→ WHAT TO WORK ON
Find each line below containing the word "South" and copy it.

Saved entries:
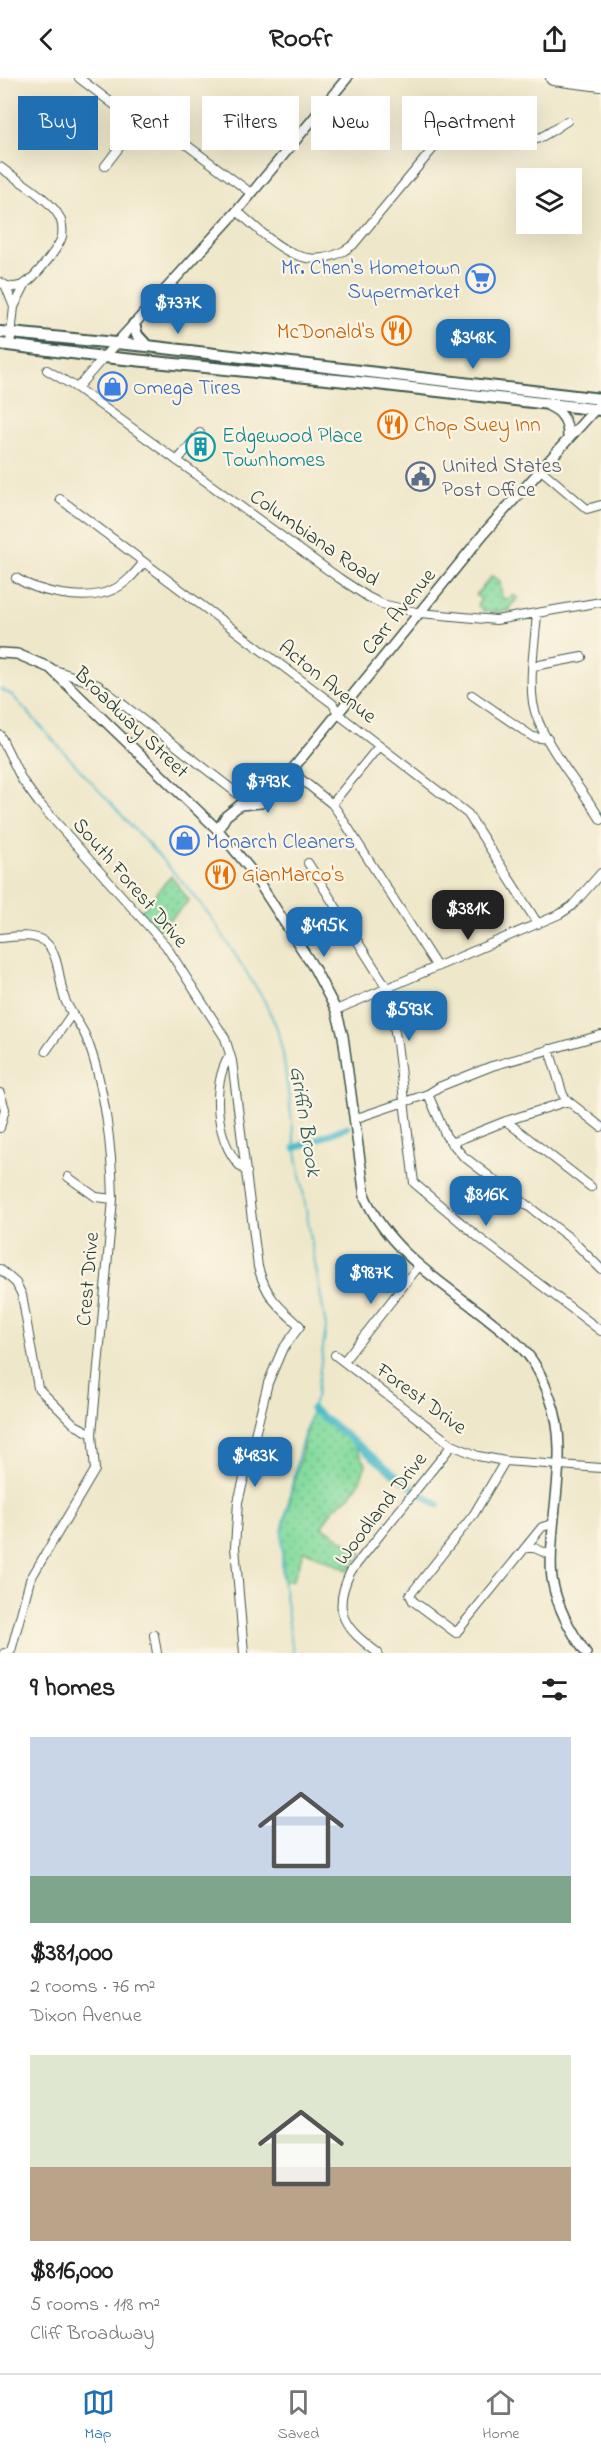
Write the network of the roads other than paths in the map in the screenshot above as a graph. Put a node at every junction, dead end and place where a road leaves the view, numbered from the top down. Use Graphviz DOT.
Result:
graph roads {
  1 [pos="80,78"];
  2 [pos="347,78"];
  3 [pos="553,78"];
  4 [pos="601,84"];
  5 [pos="110,101"];
  6 [pos="567,121"];
  7 [pos="537,139"];
  8 [pos="190,147"];
  9 [pos="117,150"];
  10 [pos="432,150"];
  11 [pos="105,166"];
  12 [pos="0,167"];
  13 [pos="251,193"];
  14 [pos="237,211"];
  15 [pos="26,283"];
  16 [pos="3,285"];
  17 [pos="14,307"];
  18 [pos="134,324"];
  19 [pos="5,332"];
  20 [pos="117,343"];
  21 [pos="5,344"];
  22 [pos="147,346"];
  23 [pos="104,357"];
  24 [pos="47,370"];
  25 [pos="77,388"];
  26 [pos="542,403"];
  27 [pos="600,405"];
  28 [pos="200,433"];
  29 [pos="568,437"];
  30 [pos="177,462"];
  31 [pos="540,469"];
  32 [pos="60,499"];
  33 [pos="601,505"];
  34 [pos="144,562"];
  35 [pos="16,578"];
  36 [pos="601,602"];
  37 [pos="420,613"];
  38 [pos="537,614"];
  39 [pos="0,653"];
  40 [pos="582,657"];
  41 [pos="534,666"];
  42 [pos="50,668"];
  43 [pos="472,695"];
  44 [pos="338,714"];
  45 [pos="0,735"];
  46 [pos="548,739"];
  47 [pos="379,746"];
  48 [pos="291,771"];
  49 [pos="332,804"];
  50 [pos="252,805"];
  51 [pos="601,820"];
  52 [pos="218,830"];
  53 [pos="308,863"];
  54 [pos="601,873"];
  55 [pos="538,924"];
  56 [pos="0,938"];
  57 [pos="437,967"];
  58 [pos="387,987"];
  59 [pos="336,1010"];
  60 [pos="72,1014"];
  61 [pos="601,1035"];
  62 [pos="549,1049"];
  63 [pos="46,1051"];
  64 [pos="230,1055"];
  65 [pos="0,1093"];
  66 [pos="428,1094"];
  67 [pos="568,1101"];
  68 [pos="404,1103"];
  69 [pos="354,1119"];
  70 [pos="506,1121"];
  71 [pos="601,1127"];
  72 [pos="0,1128"];
  73 [pos="451,1143"];
  74 [pos="247,1172"];
  75 [pos="68,1177"];
  76 [pos="591,1187"];
  77 [pos="112,1199"];
  78 [pos="419,1266"];
  79 [pos="0,1269"];
  80 [pos="601,1269"];
  81 [pos="601,1331"];
  82 [pos="335,1355"];
  83 [pos="344,1361"];
  84 [pos="92,1434"];
  85 [pos="452,1445"];
  86 [pos="505,1461"];
  87 [pos="559,1464"];
  88 [pos="601,1468"];
  89 [pos="553,1524"];
  90 [pos="525,1548"];
  91 [pos="551,1555"];
  92 [pos="154,1635"];
  93 [pos="9,1652"];
  94 [pos="157,1653"];
  95 [pos="244,1653"];
  96 [pos="378,1653"];
  97 [pos="586,1653"];
  1 -- 5 [label="street"];
  2 -- 13 [label="street"];
  3 -- 4 [label="highway"];
  6 -- 7 [label="street"];
  8 -- 13 [label="street"];
  9 -- 11 [label="street"];
  10 -- 14 [label="street"];
  12 -- 15 [label="street"];
  13 -- 14 [label="street"];
  14 -- 18 [label="street"];
  15 -- 16 [label="street"];
  15 -- 17 [label="street"];
  16 -- 17 [label="street"];
  17 -- 19 [label="street"];
  18 -- 20 [label="street"];
  18 -- 22 [label="main road"];
  19 -- 20 [label="main road"];
  19 -- 21 [label="street"];
  20 -- 22 [label="main road"];
  20 -- 23 [label="street"];
  21 -- 23 [label="main road"];
  22 -- 27 [label="main road"];
  23 -- 25 [label="street"];
  23 -- 26 [label="main road"];
  24 -- 25 [label="street, Columbiana Road"];
  25 -- 30 [label="street, Columbiana Road"];
  26 -- 27 [label="main road"];
  26 -- 29 [label="street"];
  27 -- 29 [label="street, Carr Avenue"];
  28 -- 30 [label="street"];
  29 -- 31 [label="street, Carr Avenue"];
  30 -- 37 [label="street, Columbiana Road"];
  31 -- 33 [label="street"];
  31 -- 37 [label="street, Carr Avenue"];
  32 -- 34 [label="street, Acton Avenue"];
  34 -- 35 [label="street"];
  34 -- 44 [label="street, Acton Avenue"];
  36 -- 38 [label="street, Columbiana Road"];
  37 -- 38 [label="street, Columbiana Road"];
  37 -- 44 [label="street, Carr Avenue"];
  38 -- 41 [label="street"];
  39 -- 42 [label="street, Broadway Street"];
  40 -- 41 [label="street"];
  41 -- 46 [label="street"];
  42 -- 50 [label="street"];
  42 -- 52 [label="street, Broadway Street"];
  43 -- 46 [label="street"];
  44 -- 47 [label="street, Acton Avenue"];
  44 -- 48 [label="street, Carr Avenue"];
  45 -- 64 [label="street, South Forest Drive"];
  46 -- 51 [label="street"];
  47 -- 49 [label="street"];
  47 -- 55 [label="street, Acton Avenue"];
  48 -- 49 [label="street"];
  48 -- 50 [label="street, Carr Avenue"];
  49 -- 57 [label="street"];
  50 -- 52 [label="street, Carr Avenue"];
  52 -- 59 [label="street, Broadway Street"];
  53 -- 58 [label="street"];
  54 -- 55 [label="street"];
  55 -- 57 [label="street"];
  56 -- 60 [label="street, Crest Drive"];
  57 -- 58 [label="street"];
  58 -- 59 [label="street"];
  58 -- 68 [label="street"];
  59 -- 69 [label="street, Broadway Street"];
  60 -- 63 [label="street"];
  60 -- 77 [label="street, Crest Drive"];
  61 -- 62 [label="street"];
  62 -- 66 [label="street"];
  62 -- 67 [label="street"];
  64 -- 74 [label="street, South Forest Drive"];
  64 -- 74 [label="street"];
  65 -- 72 [label="street"];
  66 -- 68 [label="street"];
  66 -- 73 [label="street"];
  67 -- 70 [label="street"];
  67 -- 71 [label="street"];
  68 -- 69 [label="street"];
  68 -- 81 [label="street"];
  69 -- 78 [label="street, Broadway Street"];
  70 -- 73 [label="street"];
  70 -- 76 [label="street"];
  73 -- 80 [label="street"];
  74 -- 95 [label="street, South Forest Drive"];
  75 -- 77 [label="street"];
  77 -- 84 [label="street, Crest Drive"];
  78 -- 83 [label="street"];
  78 -- 87 [label="street, Broadway Street"];
  79 -- 84 [label="street"];
  82 -- 83 [label="street, Forest Drive"];
  83 -- 85 [label="street, Forest Drive"];
  84 -- 93 [label="street, Crest Drive"];
  85 -- 86 [label="street, Forest Drive"];
  85 -- 96 [label="street, Woodland Drive"];
  86 -- 87 [label="street, Forest Drive"];
  86 -- 90 [label="street"];
  87 -- 88 [label="street, Forest Drive"];
  87 -- 89 [label="street, Broadway Street"];
  89 -- 90 [label="street"];
  89 -- 91 [label="street, Broadway Street"];
  90 -- 91 [label="street"];
  91 -- 97 [label="street, Broadway Street"];
  92 -- 94 [label="street"];
}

→ RESPONSE
  45 -- 64 [label="street, South Forest Drive"];
  64 -- 74 [label="street, South Forest Drive"];
  74 -- 95 [label="street, South Forest Drive"];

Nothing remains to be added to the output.